On my flight from Honolulu to Los Angeles, I sat next to a stranger who engaged me in conversation and spent the next three hours telling me her life story. The woman told me that she felt guilty about not doing better job of raising her sons when they were growing up. She was unhappy, felt inadequate, full of remorse and blaming herself as to how her sons turned out. The woman even felt responsible for her son's marriage and how her grandchildren were being raised. Sadly, she was feeling very depressed and was definitely not very compassionate to herself.

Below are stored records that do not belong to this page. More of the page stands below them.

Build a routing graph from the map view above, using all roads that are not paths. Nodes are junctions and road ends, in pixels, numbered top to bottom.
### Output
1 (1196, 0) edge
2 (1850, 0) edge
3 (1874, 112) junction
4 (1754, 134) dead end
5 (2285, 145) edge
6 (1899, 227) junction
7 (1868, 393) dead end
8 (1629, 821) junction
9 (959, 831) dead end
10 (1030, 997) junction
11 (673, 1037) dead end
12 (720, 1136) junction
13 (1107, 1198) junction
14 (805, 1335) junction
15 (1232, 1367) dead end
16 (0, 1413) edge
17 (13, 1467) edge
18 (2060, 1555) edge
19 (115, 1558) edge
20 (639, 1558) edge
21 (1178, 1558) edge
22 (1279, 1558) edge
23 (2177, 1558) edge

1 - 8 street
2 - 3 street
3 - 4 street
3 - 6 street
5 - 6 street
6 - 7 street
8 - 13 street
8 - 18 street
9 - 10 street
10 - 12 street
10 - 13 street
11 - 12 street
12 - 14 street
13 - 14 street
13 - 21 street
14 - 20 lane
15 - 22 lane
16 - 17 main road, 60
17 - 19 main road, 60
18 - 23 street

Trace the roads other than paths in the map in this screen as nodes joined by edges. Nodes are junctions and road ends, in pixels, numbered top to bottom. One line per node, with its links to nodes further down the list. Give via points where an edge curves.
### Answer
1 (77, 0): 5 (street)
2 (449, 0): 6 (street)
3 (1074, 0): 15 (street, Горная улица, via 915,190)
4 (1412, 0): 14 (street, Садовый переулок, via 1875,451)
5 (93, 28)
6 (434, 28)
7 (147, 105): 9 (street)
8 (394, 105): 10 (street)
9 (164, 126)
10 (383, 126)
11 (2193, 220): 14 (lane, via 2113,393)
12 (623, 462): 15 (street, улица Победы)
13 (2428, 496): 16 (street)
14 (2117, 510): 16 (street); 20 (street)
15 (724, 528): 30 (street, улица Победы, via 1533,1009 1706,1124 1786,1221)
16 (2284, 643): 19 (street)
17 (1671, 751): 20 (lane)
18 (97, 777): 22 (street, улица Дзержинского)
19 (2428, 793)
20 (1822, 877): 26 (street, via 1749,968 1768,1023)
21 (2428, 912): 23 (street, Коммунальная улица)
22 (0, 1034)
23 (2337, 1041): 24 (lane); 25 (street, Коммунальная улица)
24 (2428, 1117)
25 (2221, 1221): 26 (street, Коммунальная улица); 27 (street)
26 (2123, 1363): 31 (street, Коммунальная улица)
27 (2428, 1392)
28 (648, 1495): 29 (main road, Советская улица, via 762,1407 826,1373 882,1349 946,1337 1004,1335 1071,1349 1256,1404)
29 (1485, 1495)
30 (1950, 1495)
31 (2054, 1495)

After I had listened to her story, we talked about being kind to herself first. I shared with her that the purpose of life is to be happy. Without being loving and compassionate towards ourselves, we would not be able to feel loving-kindness and compassionate to others. By the time we parted company, she was smiling and felt that she has done a good job with her sons and she will give chance for her sons to raise their own children. Here is the chapter from the Pocket Pema Chodron which I shared with her.
"We start with ourselves.
In cultivating loving-kindness, we train first to be honest, loving and compassionate toward ourselves. Rather than nurturing self-denigration, we begin to cultivate a clear-seeing kindness. Sometimes we feel good and strong. Sometimes we feel inadequate and weak. But loving-kindness is unconditional. No matter how we feel, we can aspire to be happy. We can learn to act and think in ways that sow seeds of our future well-being, gradually becoming more aware of what causes happiness as well as what causes distress. Without loving-kindness for ourselves it is difficult, if not impossible to genuinely feel it for others."